• Task to carry out
Once you have read the entries, please say how many lines hold the string "黄檗停車場線", giving the number only.

• Data records
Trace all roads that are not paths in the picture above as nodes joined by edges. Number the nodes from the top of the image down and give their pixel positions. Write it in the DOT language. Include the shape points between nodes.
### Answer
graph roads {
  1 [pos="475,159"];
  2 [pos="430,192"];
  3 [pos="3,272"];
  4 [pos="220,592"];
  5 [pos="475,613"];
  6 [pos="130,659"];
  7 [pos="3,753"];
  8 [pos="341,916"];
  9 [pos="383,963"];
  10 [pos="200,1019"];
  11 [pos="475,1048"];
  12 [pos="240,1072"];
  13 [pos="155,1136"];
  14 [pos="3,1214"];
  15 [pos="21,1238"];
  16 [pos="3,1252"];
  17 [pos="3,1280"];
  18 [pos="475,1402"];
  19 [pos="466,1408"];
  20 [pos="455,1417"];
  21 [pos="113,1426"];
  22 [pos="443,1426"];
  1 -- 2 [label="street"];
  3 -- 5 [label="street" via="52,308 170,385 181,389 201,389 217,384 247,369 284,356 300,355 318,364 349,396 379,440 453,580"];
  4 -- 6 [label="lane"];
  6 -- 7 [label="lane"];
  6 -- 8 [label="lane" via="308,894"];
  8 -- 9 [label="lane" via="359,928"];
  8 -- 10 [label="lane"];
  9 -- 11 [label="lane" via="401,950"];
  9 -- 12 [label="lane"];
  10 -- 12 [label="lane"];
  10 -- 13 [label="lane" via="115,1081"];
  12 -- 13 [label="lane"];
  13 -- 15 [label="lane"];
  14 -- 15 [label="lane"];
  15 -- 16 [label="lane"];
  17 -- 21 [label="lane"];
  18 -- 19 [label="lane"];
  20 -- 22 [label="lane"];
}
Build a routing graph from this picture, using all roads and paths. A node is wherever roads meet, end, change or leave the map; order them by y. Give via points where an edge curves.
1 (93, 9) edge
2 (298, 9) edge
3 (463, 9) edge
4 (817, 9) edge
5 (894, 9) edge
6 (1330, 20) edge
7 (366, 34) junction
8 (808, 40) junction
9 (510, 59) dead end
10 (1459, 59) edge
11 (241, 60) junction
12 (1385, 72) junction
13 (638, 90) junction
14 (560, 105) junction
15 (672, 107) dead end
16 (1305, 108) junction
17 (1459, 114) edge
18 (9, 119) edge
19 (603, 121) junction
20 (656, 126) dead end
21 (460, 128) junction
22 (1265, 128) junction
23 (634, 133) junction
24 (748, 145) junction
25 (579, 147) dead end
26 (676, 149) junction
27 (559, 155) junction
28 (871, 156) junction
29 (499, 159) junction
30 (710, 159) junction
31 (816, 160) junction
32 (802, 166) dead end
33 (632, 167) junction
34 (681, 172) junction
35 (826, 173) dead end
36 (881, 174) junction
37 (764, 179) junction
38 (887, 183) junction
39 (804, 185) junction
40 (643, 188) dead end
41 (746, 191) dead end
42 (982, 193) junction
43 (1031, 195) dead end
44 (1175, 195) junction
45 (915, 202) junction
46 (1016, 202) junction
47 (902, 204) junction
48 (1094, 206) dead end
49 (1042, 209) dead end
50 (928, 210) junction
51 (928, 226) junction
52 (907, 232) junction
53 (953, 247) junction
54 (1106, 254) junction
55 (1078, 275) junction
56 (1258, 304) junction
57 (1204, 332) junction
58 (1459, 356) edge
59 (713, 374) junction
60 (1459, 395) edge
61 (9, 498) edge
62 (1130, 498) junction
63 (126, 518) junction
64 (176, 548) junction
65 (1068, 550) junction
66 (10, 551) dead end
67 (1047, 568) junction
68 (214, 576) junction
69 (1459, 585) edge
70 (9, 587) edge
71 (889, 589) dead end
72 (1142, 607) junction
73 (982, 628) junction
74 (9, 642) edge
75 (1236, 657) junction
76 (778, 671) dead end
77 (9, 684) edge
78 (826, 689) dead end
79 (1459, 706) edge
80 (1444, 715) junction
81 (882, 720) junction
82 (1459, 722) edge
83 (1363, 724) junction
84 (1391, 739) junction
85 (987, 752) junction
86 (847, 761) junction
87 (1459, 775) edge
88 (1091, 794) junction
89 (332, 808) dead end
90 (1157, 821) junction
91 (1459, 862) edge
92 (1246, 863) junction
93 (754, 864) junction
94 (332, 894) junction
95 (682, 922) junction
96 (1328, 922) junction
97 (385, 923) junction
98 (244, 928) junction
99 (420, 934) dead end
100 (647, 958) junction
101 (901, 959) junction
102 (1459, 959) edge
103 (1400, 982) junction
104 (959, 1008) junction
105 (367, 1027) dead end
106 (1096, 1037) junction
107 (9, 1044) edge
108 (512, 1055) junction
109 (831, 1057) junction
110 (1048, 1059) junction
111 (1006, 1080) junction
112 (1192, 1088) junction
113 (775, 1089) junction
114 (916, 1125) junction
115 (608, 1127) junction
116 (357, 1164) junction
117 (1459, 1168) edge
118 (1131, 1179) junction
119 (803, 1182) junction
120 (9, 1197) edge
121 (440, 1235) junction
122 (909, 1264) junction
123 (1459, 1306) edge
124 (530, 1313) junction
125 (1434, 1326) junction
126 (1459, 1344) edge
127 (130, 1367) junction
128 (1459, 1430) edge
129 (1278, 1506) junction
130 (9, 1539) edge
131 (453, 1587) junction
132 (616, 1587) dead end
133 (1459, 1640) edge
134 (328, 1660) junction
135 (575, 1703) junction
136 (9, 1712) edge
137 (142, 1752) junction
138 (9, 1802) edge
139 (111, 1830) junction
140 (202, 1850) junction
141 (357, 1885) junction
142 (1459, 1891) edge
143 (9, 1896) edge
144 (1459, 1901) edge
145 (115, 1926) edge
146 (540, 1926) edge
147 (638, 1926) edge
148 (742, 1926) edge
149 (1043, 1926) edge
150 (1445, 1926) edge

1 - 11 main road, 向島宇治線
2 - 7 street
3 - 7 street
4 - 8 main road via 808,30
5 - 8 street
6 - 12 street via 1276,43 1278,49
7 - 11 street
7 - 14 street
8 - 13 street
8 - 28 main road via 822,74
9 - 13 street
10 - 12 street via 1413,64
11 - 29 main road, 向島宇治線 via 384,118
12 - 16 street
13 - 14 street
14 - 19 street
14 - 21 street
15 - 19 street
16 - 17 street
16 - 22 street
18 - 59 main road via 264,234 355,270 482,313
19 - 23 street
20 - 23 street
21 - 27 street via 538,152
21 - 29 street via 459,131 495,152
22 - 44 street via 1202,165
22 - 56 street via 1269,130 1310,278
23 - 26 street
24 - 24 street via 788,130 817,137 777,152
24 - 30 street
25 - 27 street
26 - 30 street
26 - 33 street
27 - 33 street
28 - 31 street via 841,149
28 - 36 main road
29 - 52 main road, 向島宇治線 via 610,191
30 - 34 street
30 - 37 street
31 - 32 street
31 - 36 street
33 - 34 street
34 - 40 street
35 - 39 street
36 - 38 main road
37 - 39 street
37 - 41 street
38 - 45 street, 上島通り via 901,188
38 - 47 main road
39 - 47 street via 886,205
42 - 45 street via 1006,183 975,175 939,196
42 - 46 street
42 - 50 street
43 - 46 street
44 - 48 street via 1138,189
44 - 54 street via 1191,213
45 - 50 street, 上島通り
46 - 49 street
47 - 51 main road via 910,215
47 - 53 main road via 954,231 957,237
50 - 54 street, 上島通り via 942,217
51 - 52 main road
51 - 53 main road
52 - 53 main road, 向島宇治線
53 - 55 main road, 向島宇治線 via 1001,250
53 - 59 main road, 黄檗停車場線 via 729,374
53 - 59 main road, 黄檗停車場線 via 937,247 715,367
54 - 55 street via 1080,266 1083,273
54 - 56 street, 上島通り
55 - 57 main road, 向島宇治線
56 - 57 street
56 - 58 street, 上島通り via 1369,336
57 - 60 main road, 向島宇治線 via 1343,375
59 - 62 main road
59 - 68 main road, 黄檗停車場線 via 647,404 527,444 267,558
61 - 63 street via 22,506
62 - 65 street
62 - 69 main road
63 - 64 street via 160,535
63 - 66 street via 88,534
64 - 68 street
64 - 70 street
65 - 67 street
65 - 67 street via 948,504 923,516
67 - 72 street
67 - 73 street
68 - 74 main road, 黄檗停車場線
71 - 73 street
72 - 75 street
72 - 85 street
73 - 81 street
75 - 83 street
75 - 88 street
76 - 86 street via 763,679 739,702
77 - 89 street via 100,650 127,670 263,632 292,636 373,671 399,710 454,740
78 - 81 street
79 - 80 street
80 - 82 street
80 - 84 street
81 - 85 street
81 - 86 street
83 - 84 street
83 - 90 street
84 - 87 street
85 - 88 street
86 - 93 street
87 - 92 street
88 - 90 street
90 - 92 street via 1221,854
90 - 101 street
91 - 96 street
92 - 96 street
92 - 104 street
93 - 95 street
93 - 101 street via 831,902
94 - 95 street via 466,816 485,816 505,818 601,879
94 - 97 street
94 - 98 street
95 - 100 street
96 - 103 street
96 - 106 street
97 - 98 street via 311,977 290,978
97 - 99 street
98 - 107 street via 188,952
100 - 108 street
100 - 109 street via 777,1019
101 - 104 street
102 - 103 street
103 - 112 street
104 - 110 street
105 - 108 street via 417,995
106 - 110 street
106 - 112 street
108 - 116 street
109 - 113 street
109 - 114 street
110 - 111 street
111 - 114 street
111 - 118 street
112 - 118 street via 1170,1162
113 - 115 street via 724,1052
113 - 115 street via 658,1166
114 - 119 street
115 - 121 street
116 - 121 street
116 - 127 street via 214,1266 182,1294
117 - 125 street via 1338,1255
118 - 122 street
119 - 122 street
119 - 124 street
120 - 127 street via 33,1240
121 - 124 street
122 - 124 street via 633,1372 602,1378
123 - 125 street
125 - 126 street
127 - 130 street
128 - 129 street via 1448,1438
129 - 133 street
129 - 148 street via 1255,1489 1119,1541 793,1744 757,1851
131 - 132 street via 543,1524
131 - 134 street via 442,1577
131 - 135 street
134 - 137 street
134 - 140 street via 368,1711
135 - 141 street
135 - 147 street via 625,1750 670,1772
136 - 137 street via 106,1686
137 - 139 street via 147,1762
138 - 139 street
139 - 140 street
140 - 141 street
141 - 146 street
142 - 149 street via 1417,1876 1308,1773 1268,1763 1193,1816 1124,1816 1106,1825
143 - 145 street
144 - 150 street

• Response to this task
4